What it Means to be Deposed

Legal consequences abound at every corner in healthcare. Each month this blog discusses examples of what those consequences can be.


In this blog I talk about legal consequences. I usually provide current examples of what those consequences might be under a specific set of facts. Here, instead, I want to highlight a litigation-related event that readers might experience in the future—or perhaps already have: a deposition. Depositions can involve inquiry into electronic and other types of information.

By way of introduction to the topic, I am going to discuss an oral deposition rather than one on written questions. The latter is governed by Federal Rule of Civil Procedure (“Rule”) 31 or its State equivalents and is rarely used. The oral deposition, governed by Rule 30 or, again, its State equivalent is what most of us—lawyers, health information management professionals, and others—understand a deposition to be. Moreover, although this blog is about you being deposed in a civil action in which your employer—not you—is a party, the applicable rules apply to either.

The oral deposition begins with a notice served by a party on another. According to Rule 30(b)(1):

“A party who wants to depose a person by oral questions must give reasonable written notice to every other party. The notice must state the time and place of the deposition and, if known, the deponent’s name and address. If the name is unknown, the notice must provide a general description sufficient to identify the person or the particular class or group to which the person belongs.”

The deponent (that’s the party being deposed) can be deposed on anything that falls within the definition of discoverable information in Rule 26(b)(1). The deposition should seek information known to you and, as a general rule, is limited to one day of seven hours.

Presumably, you would be deposed with regard to an event involving your employer (perhaps a healthcare provider) and particularly with regard to electronic or other health records. You should expect to be prepared (or “prepped”) for the deposition by an attorney who represents your employer. It is important to remember that this attorney does not represent you; if you think that you are at risk for something you might have done in the course of your employment, you should consult with a separate attorney of your choice.

Once the deposition begins, your opportunity to confer with any attorney is extremely limited, and might not be an option at all. You will be sworn under oath (in other words, you have to be truthful under penalty of perjury), and you must answer any question based on your personal knowledge. There is nothing wrong with saying, “I don’t know,” and you should never guess at an answer if you are unsure. When the deposition is completed a written transcript will be prepared and, within circumscribed limits, you will have an opportunity to correct what you are reported in the transcript to have said.

I have stated that the deposition is about what you know. However, there might come a time when you are deposed not about what you know, but instead about what your employer knows.

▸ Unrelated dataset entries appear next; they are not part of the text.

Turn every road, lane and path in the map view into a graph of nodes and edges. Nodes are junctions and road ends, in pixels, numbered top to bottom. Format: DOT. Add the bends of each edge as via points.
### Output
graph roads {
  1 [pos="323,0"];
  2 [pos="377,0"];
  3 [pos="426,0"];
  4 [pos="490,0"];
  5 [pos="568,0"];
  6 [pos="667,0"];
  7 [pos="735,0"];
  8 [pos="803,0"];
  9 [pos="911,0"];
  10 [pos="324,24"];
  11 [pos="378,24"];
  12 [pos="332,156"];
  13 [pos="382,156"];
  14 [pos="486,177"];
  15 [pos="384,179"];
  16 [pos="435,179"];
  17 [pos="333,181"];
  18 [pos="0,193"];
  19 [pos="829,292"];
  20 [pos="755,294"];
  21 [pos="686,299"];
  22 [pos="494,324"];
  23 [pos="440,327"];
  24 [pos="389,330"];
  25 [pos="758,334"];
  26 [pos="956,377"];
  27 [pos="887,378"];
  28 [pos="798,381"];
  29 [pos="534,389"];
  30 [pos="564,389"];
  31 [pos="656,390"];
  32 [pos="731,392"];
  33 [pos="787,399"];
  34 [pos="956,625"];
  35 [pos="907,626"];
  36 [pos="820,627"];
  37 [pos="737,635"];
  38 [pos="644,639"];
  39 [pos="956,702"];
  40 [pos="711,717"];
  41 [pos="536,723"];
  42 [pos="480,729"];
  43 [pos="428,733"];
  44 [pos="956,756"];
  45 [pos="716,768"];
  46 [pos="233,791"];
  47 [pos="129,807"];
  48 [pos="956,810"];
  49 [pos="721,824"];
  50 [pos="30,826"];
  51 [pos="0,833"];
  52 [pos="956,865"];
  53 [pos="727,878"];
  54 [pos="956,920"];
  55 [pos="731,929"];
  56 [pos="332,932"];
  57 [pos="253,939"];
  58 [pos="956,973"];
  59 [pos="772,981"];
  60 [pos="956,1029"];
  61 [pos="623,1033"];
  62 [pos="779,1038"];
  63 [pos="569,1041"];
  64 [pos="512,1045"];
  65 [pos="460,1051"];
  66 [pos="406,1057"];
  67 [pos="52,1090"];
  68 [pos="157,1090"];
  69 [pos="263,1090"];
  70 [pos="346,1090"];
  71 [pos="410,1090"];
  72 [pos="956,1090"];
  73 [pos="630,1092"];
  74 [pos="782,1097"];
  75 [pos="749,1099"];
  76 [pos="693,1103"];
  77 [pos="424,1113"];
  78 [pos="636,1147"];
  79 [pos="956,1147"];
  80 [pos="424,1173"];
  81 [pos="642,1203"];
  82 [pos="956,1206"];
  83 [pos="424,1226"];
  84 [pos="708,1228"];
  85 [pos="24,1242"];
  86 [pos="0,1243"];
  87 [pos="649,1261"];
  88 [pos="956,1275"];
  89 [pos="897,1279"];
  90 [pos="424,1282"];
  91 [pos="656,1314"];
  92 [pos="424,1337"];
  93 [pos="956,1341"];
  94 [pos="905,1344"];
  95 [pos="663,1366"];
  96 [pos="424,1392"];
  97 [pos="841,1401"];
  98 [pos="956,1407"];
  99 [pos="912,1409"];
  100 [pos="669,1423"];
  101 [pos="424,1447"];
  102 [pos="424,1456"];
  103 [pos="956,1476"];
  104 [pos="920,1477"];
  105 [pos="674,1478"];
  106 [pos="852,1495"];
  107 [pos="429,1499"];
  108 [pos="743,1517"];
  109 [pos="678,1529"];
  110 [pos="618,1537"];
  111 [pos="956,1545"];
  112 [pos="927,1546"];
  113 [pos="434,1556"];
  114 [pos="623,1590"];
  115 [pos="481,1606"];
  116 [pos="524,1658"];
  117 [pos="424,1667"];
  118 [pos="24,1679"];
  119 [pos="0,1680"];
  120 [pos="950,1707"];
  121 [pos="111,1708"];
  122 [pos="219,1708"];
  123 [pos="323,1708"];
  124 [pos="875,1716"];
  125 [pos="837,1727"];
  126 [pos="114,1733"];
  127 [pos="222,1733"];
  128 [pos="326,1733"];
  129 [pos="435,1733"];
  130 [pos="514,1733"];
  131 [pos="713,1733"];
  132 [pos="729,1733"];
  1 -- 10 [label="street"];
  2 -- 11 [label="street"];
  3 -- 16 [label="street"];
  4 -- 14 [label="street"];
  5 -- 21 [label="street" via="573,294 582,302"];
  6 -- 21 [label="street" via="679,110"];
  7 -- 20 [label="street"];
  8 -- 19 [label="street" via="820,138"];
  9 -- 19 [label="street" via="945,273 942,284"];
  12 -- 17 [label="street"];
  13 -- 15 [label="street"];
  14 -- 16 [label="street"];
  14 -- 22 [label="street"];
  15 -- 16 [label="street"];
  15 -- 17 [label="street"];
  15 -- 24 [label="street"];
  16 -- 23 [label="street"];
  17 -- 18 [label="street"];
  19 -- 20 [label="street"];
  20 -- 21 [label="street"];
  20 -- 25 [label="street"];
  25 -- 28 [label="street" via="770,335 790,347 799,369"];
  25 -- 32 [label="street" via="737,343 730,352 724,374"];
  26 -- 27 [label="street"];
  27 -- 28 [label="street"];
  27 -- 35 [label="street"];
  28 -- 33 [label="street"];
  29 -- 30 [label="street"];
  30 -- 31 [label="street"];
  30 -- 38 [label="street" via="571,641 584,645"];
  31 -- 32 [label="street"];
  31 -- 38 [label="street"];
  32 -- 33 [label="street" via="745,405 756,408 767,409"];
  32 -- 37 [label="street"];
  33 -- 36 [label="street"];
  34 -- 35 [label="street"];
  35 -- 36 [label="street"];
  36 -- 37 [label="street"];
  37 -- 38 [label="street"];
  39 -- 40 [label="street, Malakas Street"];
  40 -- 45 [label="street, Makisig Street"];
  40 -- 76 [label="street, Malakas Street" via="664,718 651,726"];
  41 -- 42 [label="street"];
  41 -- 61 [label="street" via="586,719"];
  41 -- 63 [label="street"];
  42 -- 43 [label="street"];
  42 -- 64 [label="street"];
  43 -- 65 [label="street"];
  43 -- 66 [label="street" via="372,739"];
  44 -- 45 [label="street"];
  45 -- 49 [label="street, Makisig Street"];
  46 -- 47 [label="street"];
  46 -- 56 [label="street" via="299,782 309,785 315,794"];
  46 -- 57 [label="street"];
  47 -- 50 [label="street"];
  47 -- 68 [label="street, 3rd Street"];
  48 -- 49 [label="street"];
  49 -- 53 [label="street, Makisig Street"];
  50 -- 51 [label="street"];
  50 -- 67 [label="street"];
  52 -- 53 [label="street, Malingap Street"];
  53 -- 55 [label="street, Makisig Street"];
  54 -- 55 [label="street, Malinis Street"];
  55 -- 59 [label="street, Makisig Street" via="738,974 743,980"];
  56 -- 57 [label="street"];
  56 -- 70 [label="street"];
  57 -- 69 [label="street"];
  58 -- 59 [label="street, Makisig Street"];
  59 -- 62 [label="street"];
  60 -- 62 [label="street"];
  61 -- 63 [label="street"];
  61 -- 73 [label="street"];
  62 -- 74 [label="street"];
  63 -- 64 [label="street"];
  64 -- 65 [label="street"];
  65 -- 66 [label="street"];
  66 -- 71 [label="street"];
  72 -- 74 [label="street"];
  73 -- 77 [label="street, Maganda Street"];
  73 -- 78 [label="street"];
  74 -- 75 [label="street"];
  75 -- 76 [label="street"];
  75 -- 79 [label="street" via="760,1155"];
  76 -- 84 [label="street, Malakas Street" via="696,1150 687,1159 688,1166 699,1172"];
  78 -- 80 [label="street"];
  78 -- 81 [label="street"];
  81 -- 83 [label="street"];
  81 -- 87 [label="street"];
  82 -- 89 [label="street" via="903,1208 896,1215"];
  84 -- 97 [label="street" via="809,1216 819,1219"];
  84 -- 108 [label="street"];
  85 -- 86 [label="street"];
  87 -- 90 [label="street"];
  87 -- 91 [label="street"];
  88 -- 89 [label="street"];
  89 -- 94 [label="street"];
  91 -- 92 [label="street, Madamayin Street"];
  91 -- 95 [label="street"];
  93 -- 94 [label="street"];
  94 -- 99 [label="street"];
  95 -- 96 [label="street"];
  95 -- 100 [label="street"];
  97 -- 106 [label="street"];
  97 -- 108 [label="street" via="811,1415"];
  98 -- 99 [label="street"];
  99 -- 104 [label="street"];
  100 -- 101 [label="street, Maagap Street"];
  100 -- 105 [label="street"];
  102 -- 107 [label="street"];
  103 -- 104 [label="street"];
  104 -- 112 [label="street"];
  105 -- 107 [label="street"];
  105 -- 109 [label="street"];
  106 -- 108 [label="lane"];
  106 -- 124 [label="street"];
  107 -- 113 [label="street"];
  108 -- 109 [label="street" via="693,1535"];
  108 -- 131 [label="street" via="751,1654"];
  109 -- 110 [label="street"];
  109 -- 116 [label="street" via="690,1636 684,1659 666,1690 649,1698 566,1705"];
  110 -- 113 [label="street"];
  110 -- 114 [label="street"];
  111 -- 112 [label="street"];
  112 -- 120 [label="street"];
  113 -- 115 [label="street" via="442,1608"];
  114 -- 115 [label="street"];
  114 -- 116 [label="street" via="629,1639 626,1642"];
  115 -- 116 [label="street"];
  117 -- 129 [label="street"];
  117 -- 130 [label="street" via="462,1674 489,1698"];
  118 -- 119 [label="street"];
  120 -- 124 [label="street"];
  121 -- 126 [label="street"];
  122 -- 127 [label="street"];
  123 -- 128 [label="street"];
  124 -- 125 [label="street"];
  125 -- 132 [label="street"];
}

This is called a 30(b)(6) deposition after the Federal Rule of Civil Procedure, which allows such a deposition. That Rule provides:

“In its notice or subpoena, a party may name as the deponent a public or private corporation, a partnership, an association, a governmental agency, or other entity and must describe with reasonable particularity the matters for examination. The named organization must then designate one or more officers, directors, or managing agents, or designate other persons who consent to testify on its behalf; and it may set out the matters on which each person designated will testify. A subpoena must advise a nonparty organization of its duty to make this designation. The persons designated must testify about information known or reasonably available to the organization. This paragraph (6) does not preclude a deposition by any other procedure allowed by these rules.”

This Rule imposes serious obligations on you if you are “designated” a deponent under it because it is about information that may not be known by you personally but, instead, about information “known or reasonably available” to your employer. This requires you, as a designated 30(b)(6) deponent, to inquire about the matters which you will be deposed about. You should be assisted by the attorney who represents your client and who may or not be the attorney who sits in the deposition with you. You should make an inquiry about everything the 30(b)(6) notice served on your employer wants you to testify about. That means, if you are asked to be a 30(b)(6) deponent, you should ask for the deposition notice, read and appreciate the matters to be inquired into at the deposition, and understand what information your employer has that is responsive to the notice.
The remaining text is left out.